Creates a copy of the KVCacheParams with data parallelism disabled.

This method creates a new instance of the current configuration and adjusts the device count to reflect a tensor-parallel-only setup (data_parallel_degree=1). The number of devices is divided by the current data parallel degree.

Returns:: A new KVCacheParams instance with data_parallel_degree set to 1.
Raises:: ValueError – If n_devices is not evenly divisible by data_parallel_degree.
Parameters:: replica_idx (int)
Return type:: KVCacheParams

`data_parallel_degree`

data_parallel_degree: int = 1

source

Degree of data parallelism. Must be 1 or equal to n_devices (DP+TP not yet supported).

`devices`

devices: Sequence[DeviceRef]

source

Devices to use for the KV cache.

`dtype`

dtype: DType

source

Data type for storing key and value tensors in the cache.

`dtype_shorthand`

property dtype_shorthand: str

source

Returns a shorthand textual representation of the data type.

Returns:: “bf16” for bfloat16 dtype, “f32” otherwise.

`enable_prefix_caching`

enable_prefix_caching: bool = False

source

Whether to enable prefix caching for efficient reuse of common prompt prefixes.

`get_symbolic_inputs()`

get_symbolic_inputs(prefix='')

source

Computes the symbolic inputs for the KV cache.

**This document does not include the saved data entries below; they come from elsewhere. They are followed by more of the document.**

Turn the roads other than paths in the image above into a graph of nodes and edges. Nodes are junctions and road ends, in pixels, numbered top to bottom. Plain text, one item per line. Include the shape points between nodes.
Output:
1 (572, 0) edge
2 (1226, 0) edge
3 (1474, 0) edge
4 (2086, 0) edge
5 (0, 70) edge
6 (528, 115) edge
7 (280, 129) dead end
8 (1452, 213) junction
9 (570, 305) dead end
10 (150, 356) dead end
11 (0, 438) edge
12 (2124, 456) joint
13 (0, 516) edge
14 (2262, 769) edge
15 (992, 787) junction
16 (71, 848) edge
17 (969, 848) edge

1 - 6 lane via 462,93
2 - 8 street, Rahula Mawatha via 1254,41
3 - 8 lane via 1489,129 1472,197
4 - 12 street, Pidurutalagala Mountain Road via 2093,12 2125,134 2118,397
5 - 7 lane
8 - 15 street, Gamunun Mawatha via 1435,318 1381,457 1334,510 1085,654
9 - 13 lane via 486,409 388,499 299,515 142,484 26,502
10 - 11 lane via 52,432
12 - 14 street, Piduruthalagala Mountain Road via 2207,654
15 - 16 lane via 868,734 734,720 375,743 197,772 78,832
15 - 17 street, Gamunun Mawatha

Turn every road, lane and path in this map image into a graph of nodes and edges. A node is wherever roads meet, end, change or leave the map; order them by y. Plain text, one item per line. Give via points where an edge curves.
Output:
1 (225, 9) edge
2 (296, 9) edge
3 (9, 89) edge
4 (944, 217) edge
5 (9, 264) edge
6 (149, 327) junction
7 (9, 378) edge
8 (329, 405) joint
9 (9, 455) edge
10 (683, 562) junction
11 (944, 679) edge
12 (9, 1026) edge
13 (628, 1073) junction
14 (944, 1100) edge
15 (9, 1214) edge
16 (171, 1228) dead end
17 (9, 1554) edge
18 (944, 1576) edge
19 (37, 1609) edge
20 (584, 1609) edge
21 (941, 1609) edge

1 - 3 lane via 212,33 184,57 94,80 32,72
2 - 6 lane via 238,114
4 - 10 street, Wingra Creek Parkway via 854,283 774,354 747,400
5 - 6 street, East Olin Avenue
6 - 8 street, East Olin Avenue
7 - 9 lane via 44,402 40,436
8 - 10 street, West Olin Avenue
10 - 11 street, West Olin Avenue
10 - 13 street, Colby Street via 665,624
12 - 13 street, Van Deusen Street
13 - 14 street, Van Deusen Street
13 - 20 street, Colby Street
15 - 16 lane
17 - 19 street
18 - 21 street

This method returns a list of KVCacheInputs for each replica. This is used when constructing the model graph.

Returns:: The symbolic inputs for the KV cache.
Parameters:: prefix (str)
Return type:: KVCacheInputs[TensorType, BufferType]

`head_dim`

head_dim: int

source

Dimensionality of each attention head.

`host_kvcache_swap_space_gb`

host_kvcache_swap_space_gb: float | None = None

source

Amount of host memory (in GB) to reserve for KV cache swapping. Required when local or tiered connector is used.

`is_fp8_kv_dtype`

property is_fp8_kv_dtype: bool

source

Whether the KV cache stores FP8 data, for dispatch resolution.

Unlike quantized_kv_cache (which also requires valid scale config), this checks only the storage dtype—matching the compile-time detection in the MLA decode kernel.

TODO(SERVOPT-1094): Once SnapMLA uses a valid scale_dtype, this can be replaced by quantized_kv_cache.

`is_mla`

is_mla: bool = False

source

Whether the model uses Multi-Latent Attention (MLA) architecture.

`kv_connector`

kv_connector: KVConnectorType | None = None

source

Type of KV cache connector to use (null, local, tiered, lmcache).

`kv_connector_config`

kv_connector_config: Any = None

source

Connector-specific configuration (KVConnectorConfig from the pipelines layer).

`kvcache_quant_config`

kvcache_quant_config: KVCacheQuantizationConfig | None = None

source

KVCache quantization config. Currently only FP8 quantization supported.

`n_devices`

property n_devices: int

source

Returns the number of devices.

Returns:: The number of devices.

`n_kv_heads`

n_kv_heads: int

source

Total number of key-value attention heads across all devices.

`n_kv_heads_per_device`

n_kv_heads_per_device: int = 0

source

Number of KV heads allocated to each device. Computed automatically in __post_init__.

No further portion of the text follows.